### Problem requirements
Only a number is expected here: the count of lines in the data that contain "BERNARDO".

### Source material
-- Opening Marker --

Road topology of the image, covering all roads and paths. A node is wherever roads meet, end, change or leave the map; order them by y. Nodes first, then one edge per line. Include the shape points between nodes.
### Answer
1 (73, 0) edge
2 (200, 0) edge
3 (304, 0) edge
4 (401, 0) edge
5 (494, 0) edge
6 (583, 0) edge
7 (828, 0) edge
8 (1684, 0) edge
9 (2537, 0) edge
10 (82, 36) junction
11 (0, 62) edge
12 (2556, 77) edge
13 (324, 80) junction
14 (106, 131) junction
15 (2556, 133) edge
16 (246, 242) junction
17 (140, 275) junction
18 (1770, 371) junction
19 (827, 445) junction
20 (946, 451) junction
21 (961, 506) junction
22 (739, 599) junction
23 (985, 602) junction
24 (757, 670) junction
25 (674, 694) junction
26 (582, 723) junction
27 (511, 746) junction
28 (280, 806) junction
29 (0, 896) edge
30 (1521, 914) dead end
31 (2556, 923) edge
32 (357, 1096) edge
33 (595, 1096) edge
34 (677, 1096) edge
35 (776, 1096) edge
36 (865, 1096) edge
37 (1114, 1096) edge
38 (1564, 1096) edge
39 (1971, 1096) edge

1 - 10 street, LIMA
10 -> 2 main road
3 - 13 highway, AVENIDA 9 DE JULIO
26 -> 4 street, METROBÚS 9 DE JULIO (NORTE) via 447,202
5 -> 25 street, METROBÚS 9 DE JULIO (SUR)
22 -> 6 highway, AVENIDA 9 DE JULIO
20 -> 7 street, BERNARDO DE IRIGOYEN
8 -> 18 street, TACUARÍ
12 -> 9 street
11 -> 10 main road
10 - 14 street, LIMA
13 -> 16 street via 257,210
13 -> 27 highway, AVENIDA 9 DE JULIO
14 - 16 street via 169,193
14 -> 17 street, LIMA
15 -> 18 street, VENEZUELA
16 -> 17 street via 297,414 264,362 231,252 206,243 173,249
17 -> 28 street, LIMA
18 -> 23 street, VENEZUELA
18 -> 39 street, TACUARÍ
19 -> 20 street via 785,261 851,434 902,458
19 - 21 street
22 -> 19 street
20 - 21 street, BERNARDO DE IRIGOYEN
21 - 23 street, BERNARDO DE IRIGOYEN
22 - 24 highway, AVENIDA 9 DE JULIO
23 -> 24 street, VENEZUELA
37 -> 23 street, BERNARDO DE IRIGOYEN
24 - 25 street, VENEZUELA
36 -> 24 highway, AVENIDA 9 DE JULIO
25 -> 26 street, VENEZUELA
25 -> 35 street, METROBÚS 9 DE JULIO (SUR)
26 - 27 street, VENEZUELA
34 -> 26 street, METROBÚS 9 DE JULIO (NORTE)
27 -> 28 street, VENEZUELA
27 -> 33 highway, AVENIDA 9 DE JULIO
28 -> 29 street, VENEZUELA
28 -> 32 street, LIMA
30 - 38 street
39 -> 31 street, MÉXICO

-- Closing Marker --
-- Opening Marker --

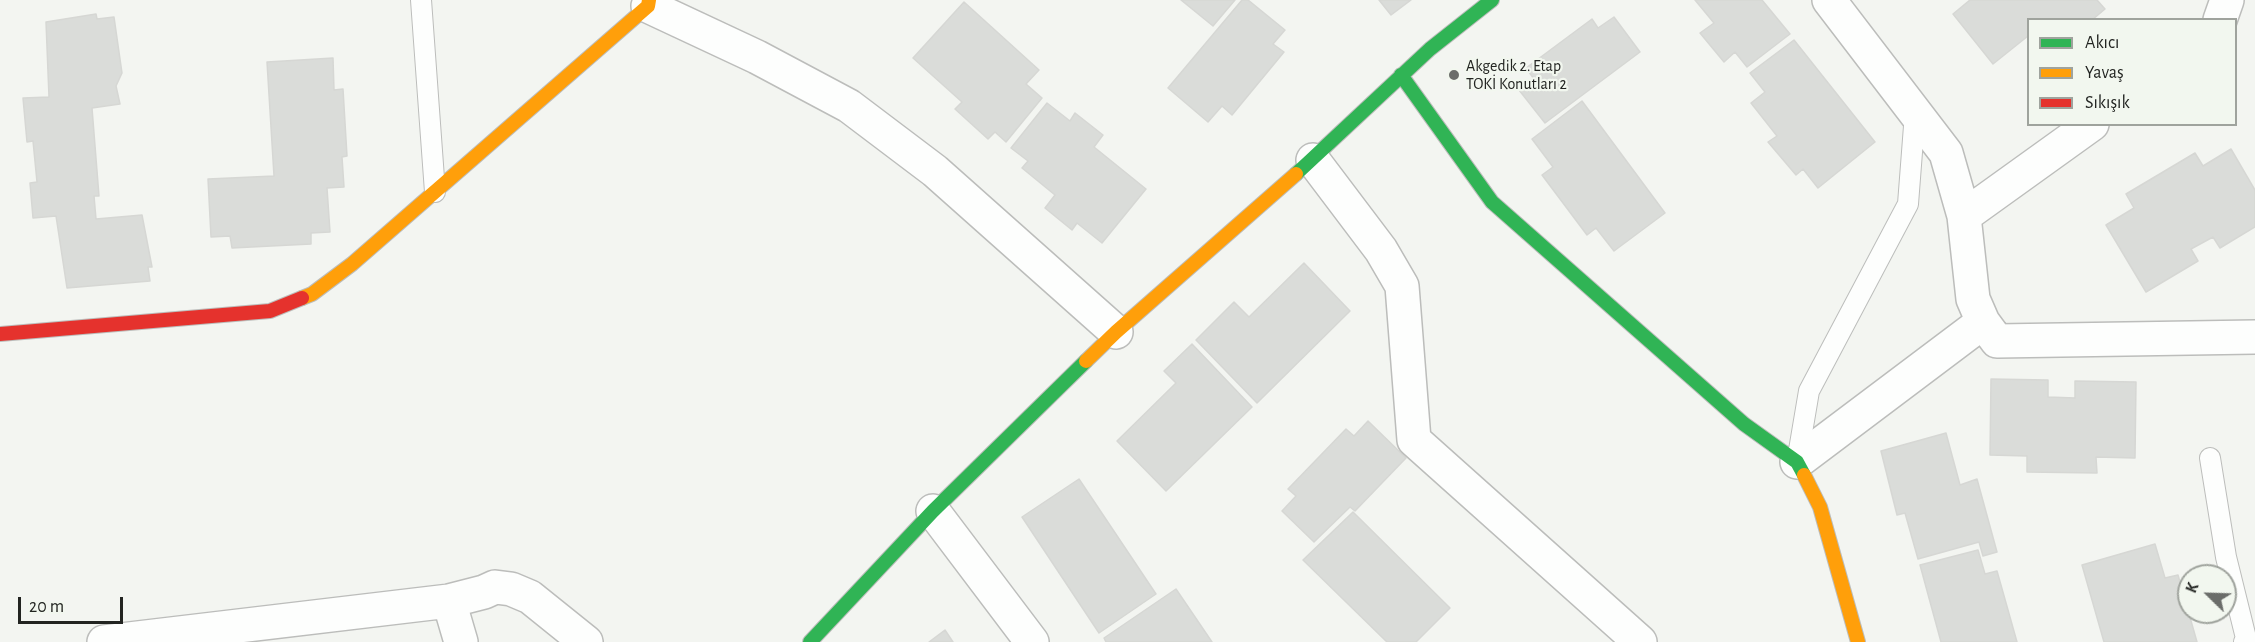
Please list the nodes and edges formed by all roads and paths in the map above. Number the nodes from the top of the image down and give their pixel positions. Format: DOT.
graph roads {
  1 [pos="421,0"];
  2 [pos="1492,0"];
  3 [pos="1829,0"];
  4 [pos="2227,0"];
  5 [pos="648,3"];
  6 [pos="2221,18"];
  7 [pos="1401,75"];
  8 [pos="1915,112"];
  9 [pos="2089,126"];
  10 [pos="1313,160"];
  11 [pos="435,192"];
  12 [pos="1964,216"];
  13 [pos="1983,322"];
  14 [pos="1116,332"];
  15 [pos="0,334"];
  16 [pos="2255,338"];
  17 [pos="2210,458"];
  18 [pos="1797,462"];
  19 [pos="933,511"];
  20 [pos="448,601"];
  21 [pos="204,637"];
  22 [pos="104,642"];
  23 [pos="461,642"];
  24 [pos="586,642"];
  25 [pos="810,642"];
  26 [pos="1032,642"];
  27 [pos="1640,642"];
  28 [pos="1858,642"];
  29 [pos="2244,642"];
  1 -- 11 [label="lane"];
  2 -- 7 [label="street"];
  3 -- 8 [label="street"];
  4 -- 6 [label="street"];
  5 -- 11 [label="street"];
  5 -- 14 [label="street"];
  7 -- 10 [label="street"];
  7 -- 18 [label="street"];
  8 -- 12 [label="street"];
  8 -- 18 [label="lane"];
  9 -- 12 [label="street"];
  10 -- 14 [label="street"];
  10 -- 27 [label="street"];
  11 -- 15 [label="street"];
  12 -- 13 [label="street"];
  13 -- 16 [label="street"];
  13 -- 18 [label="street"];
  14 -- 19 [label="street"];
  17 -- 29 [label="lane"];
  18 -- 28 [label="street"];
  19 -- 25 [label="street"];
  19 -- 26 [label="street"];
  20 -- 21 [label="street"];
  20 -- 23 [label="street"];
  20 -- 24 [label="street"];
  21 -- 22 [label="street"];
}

-- Closing Marker --
-- Opening Marker --

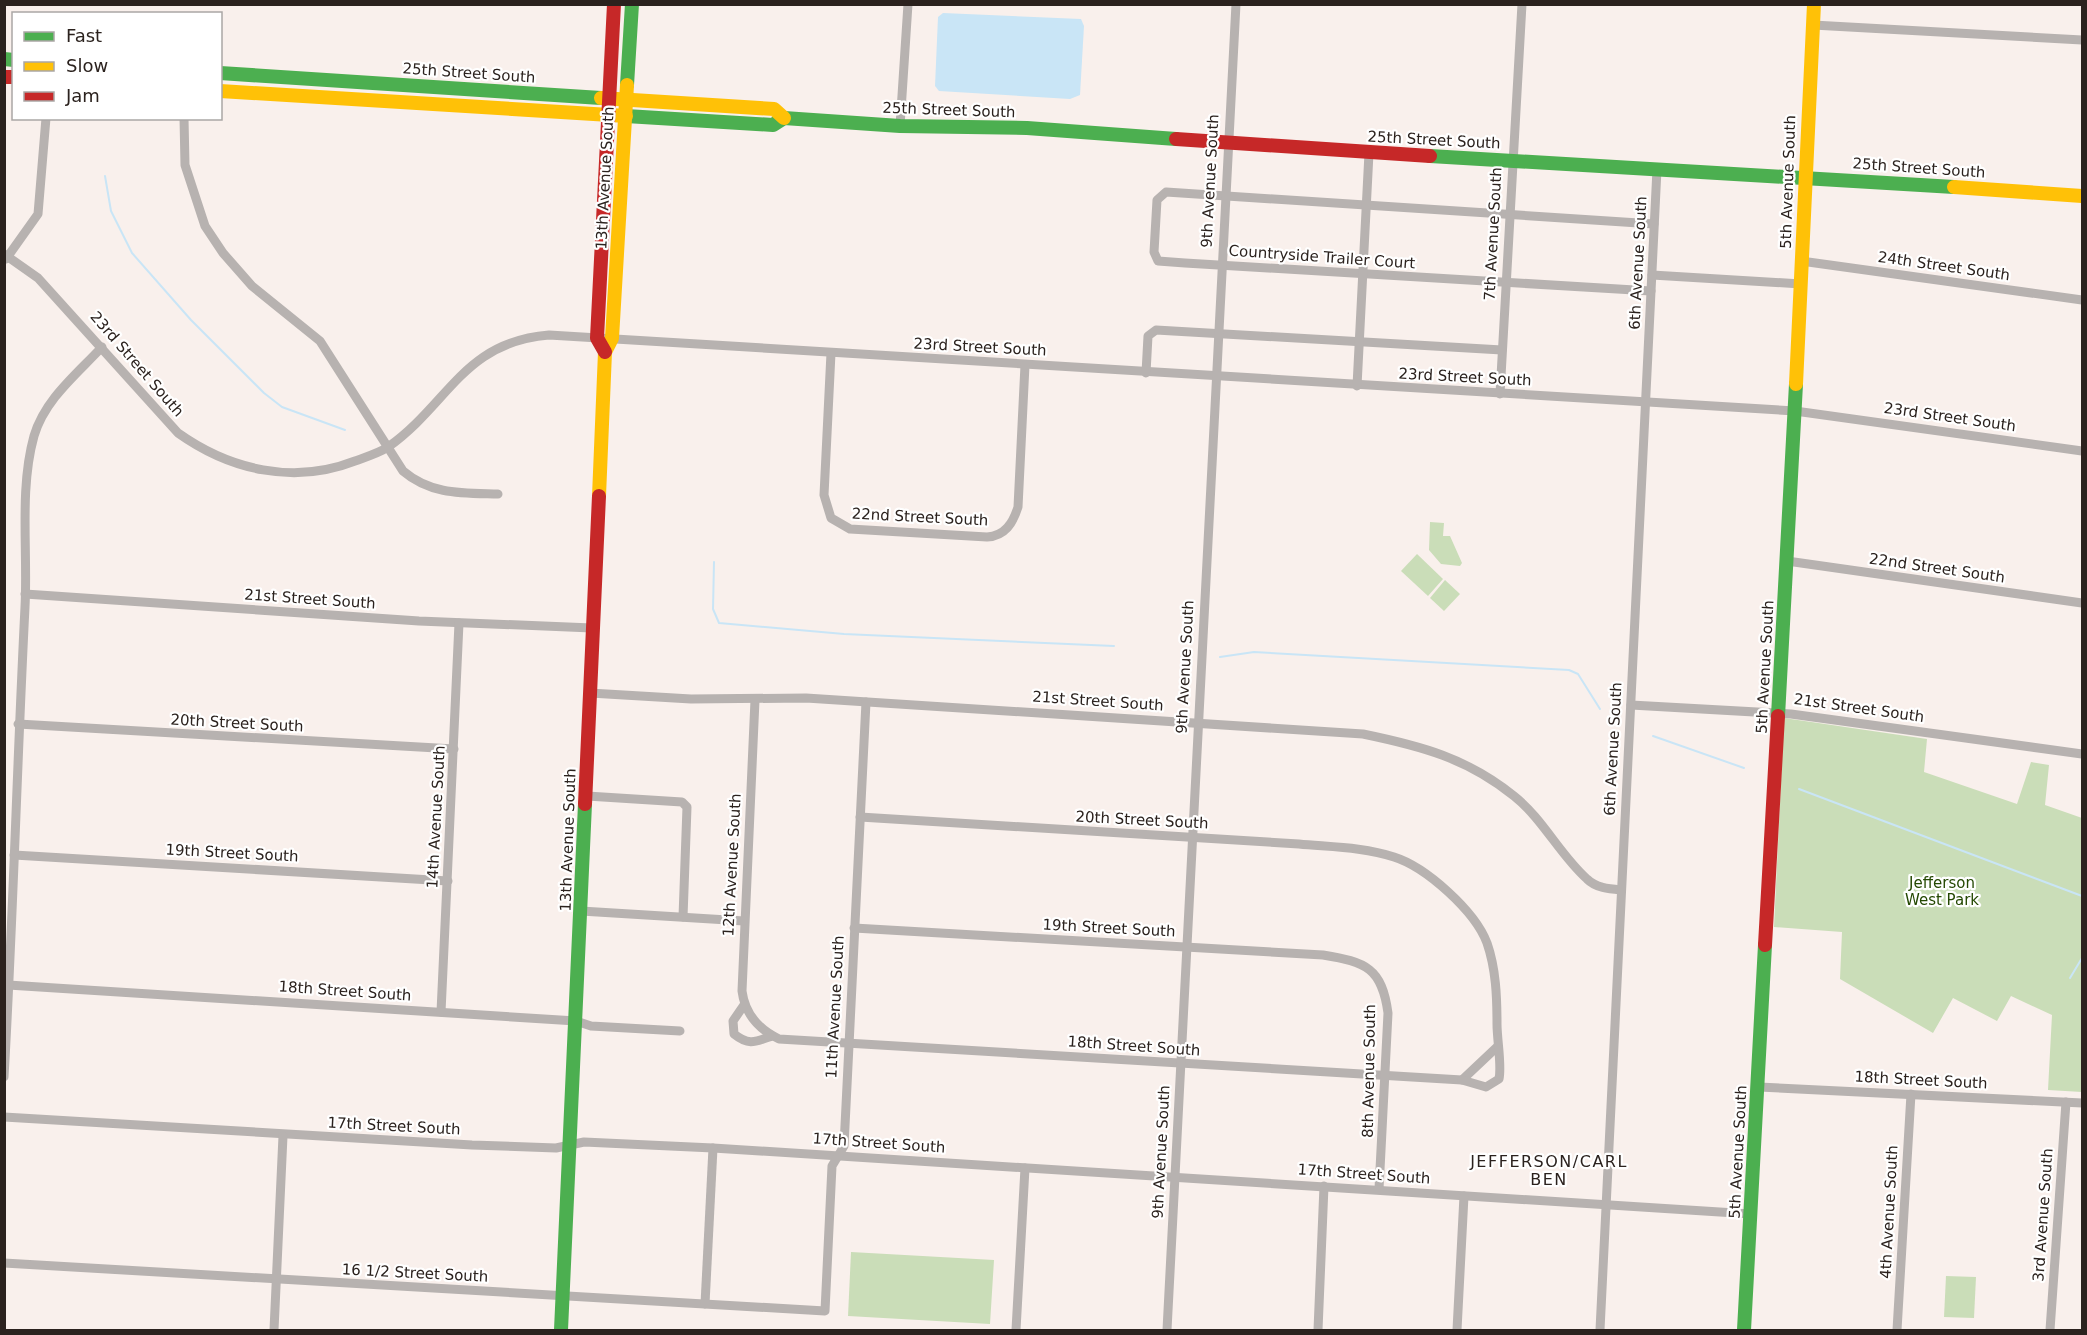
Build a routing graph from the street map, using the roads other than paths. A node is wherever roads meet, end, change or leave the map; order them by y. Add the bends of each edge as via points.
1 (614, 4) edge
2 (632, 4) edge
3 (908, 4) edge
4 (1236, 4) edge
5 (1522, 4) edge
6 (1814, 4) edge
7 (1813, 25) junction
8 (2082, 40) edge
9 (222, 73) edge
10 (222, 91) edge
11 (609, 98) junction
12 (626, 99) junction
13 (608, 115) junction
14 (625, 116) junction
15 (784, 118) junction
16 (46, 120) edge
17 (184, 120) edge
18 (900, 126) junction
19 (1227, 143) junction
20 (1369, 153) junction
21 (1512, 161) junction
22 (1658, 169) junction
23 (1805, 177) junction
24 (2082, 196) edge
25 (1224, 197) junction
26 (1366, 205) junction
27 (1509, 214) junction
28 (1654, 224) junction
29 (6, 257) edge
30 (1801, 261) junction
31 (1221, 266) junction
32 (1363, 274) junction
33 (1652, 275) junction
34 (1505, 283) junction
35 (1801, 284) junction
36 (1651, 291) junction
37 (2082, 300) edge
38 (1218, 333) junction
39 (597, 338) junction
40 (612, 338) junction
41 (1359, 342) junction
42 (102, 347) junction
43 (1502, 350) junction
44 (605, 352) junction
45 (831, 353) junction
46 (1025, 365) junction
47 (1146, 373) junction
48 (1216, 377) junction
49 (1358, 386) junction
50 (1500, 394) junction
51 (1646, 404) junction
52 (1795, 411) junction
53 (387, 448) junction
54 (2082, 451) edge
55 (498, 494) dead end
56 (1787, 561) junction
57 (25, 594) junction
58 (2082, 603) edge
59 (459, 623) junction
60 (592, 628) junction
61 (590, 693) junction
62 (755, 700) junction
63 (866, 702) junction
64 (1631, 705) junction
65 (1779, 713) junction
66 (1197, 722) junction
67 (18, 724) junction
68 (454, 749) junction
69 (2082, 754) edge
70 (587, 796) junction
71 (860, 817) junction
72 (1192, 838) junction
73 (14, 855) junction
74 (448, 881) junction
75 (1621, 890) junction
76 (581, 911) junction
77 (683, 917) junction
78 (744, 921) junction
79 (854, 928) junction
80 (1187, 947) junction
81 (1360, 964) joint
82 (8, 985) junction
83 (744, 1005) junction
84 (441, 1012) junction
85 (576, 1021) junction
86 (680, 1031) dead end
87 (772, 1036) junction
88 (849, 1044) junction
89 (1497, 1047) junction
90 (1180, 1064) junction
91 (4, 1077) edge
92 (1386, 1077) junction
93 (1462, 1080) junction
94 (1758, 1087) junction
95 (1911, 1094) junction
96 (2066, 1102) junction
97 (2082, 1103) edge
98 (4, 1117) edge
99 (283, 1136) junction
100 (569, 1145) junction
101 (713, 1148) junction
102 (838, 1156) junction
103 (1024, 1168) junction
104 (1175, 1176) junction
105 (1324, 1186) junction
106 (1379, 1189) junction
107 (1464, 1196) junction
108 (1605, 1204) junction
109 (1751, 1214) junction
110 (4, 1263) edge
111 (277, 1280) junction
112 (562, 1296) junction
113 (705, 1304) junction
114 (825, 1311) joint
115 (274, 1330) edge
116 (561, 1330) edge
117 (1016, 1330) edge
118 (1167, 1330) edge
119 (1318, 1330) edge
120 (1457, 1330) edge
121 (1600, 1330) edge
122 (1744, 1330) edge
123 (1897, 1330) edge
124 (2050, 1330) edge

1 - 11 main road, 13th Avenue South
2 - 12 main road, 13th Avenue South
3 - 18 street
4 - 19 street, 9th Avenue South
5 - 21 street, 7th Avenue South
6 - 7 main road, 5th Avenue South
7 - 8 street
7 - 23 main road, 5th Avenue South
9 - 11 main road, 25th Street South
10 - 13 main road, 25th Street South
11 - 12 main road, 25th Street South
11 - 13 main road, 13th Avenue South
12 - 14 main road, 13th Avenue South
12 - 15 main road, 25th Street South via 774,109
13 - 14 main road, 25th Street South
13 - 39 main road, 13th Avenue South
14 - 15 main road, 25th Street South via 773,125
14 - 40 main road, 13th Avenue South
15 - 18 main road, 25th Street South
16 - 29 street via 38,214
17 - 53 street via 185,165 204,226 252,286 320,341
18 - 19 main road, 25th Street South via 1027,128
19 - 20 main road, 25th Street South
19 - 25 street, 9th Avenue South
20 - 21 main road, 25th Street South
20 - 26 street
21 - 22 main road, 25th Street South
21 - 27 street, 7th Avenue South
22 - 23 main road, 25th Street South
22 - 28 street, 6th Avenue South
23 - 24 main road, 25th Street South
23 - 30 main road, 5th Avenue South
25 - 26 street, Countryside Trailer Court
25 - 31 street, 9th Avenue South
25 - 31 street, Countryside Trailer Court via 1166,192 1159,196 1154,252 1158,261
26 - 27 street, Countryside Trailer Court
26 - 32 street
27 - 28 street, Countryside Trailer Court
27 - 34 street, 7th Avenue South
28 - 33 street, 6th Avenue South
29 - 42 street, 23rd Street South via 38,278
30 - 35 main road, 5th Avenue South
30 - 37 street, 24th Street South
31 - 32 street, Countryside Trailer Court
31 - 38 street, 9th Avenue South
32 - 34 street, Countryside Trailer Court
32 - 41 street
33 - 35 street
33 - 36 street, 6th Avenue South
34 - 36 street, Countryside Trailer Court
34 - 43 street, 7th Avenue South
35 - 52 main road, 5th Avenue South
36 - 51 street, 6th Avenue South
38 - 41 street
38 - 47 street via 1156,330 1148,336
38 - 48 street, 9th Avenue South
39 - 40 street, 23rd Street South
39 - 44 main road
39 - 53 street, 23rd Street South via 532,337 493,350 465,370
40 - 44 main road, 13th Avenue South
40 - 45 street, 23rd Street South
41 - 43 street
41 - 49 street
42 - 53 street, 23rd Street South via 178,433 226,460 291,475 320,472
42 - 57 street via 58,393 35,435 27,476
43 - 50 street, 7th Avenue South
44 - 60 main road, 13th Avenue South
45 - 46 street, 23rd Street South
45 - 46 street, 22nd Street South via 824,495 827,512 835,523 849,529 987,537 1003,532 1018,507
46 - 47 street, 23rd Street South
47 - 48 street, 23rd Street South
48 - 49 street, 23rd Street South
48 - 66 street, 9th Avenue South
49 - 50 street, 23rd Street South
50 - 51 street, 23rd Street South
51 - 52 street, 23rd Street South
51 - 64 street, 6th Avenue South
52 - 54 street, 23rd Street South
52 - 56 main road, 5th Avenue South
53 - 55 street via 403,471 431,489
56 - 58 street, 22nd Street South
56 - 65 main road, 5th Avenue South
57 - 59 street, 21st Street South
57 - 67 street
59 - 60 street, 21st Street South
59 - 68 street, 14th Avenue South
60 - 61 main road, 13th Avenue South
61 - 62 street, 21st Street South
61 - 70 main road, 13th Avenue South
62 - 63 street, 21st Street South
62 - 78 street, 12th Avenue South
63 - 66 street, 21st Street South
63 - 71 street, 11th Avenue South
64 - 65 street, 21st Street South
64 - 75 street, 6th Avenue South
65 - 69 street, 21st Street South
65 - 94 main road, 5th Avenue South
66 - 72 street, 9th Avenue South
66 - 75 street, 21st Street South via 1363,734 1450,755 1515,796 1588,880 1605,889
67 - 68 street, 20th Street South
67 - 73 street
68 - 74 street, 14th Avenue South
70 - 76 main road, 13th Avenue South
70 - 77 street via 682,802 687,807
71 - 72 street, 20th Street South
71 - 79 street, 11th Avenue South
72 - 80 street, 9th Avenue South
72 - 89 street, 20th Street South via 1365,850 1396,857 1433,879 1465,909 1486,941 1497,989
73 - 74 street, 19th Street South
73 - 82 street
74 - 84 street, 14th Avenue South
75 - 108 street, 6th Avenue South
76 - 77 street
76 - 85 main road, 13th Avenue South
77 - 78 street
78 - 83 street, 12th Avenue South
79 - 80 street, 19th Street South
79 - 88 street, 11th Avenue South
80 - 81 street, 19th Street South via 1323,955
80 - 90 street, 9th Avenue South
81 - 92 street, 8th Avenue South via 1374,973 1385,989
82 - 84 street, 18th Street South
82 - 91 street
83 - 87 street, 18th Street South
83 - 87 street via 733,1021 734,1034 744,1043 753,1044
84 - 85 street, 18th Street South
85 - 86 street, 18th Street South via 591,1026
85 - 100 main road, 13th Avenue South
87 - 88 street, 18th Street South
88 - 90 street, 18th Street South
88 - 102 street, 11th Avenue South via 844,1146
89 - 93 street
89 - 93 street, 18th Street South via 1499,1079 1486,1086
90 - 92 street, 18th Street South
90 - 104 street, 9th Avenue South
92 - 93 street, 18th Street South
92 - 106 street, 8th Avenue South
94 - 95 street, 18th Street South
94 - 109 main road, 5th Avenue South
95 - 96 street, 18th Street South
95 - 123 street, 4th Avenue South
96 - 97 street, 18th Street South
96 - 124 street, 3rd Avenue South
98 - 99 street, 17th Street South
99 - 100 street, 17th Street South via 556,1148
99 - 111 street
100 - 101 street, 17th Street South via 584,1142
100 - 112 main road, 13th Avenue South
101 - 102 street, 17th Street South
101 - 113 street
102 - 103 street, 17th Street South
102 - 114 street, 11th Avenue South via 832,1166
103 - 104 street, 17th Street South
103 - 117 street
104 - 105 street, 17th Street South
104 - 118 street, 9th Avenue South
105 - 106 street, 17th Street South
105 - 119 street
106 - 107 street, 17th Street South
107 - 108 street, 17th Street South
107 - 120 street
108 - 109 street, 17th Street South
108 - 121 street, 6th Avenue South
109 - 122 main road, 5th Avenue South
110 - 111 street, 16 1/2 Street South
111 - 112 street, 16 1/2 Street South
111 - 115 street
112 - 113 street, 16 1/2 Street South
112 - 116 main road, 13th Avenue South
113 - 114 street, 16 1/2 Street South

-- Closing Marker --

### Solution to this task
4